# Mapping Resources > Mapmaking Requests > [Paid] Looking to Upgrade a map to a more Professional Quality

## KD Smith

Hi guys!

I was told that this was the place to go if I wanted a brilliant map made! To cut a long story short, I have a map that I've designed for a group of tabletoppers that I'd like to be remade to a more professional quality as it's going in a book of lore sometime next year. So I'm hoping to commission someone to help me get it up to a new standard, the budget I have for this project is about $360 and I don't think I could really go above that. 

More information on the map itself; it's a fantasy world map of an entire continent; which includes towns and cities, mountains and forests, rivers and small sections of other continents surrounding it. I'm looking for something with a little flair, so a cartographer that can really bring the map to life and give it a great feel!

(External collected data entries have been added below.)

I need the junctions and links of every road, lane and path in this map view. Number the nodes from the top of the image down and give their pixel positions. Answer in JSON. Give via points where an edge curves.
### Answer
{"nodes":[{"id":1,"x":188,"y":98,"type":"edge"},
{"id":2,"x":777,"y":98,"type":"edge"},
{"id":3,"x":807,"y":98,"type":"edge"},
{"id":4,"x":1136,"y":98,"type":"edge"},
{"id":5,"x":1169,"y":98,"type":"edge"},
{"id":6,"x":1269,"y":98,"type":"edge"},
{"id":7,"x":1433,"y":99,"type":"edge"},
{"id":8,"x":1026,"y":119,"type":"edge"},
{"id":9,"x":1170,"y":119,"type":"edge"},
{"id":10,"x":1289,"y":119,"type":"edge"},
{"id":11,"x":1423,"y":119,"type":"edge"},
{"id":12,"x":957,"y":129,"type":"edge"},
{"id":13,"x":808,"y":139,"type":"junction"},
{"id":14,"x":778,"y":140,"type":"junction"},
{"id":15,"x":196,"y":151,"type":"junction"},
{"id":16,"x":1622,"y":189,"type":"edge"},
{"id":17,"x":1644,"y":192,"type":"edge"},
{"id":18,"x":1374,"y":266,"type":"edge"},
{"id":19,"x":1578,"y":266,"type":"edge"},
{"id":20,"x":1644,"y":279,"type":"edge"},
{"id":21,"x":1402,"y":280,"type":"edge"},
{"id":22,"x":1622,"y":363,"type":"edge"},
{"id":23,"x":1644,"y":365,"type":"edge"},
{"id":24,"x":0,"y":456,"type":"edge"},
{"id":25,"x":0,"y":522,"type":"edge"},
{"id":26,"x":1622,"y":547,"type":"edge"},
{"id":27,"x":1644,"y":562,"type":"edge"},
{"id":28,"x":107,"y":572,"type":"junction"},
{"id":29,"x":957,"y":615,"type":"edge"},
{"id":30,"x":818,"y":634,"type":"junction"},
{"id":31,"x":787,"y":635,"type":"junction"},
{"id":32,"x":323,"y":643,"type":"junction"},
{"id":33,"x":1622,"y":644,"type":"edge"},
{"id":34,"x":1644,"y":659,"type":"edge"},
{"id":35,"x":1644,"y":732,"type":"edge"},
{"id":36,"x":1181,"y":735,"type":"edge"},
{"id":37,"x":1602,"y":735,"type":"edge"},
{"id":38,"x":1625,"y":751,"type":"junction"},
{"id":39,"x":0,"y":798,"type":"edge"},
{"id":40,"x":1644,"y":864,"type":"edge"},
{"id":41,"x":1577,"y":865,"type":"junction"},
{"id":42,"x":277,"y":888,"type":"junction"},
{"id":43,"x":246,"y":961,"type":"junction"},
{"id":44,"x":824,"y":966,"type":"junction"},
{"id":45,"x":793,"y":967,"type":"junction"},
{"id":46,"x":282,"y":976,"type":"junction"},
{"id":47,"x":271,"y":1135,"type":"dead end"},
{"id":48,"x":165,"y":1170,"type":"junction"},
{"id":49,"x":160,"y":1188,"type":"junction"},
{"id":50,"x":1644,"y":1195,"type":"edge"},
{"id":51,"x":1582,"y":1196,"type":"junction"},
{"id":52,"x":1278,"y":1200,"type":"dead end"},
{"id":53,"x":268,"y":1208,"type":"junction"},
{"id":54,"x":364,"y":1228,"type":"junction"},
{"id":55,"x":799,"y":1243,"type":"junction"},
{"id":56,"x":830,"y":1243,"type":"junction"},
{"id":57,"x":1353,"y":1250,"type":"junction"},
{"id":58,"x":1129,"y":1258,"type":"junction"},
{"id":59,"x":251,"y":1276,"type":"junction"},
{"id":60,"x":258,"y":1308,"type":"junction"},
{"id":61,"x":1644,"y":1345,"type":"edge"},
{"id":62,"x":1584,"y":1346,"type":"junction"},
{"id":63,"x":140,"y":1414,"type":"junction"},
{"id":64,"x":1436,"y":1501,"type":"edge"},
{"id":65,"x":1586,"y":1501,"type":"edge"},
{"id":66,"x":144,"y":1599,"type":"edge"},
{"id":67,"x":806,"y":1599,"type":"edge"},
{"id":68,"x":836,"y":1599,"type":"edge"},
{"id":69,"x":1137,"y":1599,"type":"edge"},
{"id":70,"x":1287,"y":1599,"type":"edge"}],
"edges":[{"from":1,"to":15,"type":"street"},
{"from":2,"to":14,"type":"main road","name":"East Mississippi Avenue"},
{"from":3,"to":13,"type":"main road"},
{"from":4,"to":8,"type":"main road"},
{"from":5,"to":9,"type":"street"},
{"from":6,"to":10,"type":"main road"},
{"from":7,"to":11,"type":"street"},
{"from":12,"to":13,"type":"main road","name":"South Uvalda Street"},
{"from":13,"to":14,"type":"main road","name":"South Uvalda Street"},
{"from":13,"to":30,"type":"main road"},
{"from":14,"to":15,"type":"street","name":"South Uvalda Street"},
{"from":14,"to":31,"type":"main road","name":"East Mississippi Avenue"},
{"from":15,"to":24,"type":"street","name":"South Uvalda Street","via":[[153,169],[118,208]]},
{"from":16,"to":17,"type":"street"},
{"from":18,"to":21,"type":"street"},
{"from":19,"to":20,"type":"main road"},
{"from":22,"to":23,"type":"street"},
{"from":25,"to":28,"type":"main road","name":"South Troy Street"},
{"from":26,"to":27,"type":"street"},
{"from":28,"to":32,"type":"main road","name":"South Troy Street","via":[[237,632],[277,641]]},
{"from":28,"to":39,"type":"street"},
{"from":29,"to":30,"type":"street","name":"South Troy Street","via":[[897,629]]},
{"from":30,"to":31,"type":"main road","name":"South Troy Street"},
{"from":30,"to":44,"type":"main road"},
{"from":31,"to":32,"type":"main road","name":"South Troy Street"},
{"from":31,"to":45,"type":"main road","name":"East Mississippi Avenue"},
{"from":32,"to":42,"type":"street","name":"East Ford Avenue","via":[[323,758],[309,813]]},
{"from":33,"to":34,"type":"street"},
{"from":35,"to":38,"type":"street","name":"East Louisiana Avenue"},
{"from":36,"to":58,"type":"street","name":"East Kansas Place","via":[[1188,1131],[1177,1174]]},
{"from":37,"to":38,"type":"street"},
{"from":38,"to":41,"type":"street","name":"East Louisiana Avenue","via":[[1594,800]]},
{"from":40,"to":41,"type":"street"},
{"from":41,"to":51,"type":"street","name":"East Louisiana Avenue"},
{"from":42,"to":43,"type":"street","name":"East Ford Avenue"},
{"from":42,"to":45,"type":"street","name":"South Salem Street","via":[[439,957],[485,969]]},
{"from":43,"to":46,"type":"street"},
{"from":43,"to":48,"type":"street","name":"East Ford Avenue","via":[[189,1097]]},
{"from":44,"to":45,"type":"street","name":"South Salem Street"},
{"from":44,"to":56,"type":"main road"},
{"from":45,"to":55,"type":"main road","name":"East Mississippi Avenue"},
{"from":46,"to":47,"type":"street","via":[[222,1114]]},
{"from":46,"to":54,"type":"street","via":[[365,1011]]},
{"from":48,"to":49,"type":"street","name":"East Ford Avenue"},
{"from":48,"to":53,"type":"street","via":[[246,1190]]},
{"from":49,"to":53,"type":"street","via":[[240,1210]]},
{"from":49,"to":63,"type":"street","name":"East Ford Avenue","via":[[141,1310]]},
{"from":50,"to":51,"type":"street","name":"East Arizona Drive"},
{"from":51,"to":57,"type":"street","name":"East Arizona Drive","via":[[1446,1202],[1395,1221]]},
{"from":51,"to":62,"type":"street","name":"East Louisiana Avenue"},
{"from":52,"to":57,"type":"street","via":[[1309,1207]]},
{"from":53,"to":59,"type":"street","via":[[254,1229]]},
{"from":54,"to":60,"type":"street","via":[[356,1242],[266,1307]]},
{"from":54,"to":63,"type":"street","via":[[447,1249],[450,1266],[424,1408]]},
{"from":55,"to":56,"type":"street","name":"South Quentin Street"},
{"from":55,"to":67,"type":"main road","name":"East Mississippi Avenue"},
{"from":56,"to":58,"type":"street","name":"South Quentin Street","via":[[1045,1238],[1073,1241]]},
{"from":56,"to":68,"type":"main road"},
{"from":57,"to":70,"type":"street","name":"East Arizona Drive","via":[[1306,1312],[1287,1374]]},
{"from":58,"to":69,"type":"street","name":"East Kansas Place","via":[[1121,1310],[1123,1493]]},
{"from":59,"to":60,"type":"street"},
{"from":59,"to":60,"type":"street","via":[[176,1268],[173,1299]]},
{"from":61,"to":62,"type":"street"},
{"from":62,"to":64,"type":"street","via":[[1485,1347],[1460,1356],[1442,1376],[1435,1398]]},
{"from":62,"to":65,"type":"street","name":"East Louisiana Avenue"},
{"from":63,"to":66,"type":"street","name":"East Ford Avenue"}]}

Please feel free to reply with some examples of your work and a way to contact you, and if you have any questions as well, I'm happy to answer them!

Thanks for reading this far!
KD

----------


## Ralaris

> Hi guys!
> 
> I was told that this was the place to go if I wanted a brilliant map made! To cut a long story short, I have a map that I've designed for a group of tabletoppers that I'd like to be remade to a more professional quality as it's going in a book of lore sometime next year. So I'm hoping to commission someone to help me get it up to a new standard, the budget I have for this project is about $360 and I don't think I could really go above that. 
> 
> More information on the map itself; it's a fantasy world map of an entire continent; which includes towns and cities, mountains and forests, rivers and small sections of other continents surrounding it. I'm looking for something with a little flair, so a cartographer that can really bring the map to life and give it a great feel!
> 
> Please feel free to reply with some examples of your work and a way to contact you, and if you have any questions as well, I'm happy to answer them!
> 
> Thanks for reading this far!
> KD


Hey so I would be interested in your project. Feel free to email me at ralarismaps@gmail.com and check out my website. Hopefully my styles are to your liking and I look forward to talking more with you. Plus your budget is well within my price ranges.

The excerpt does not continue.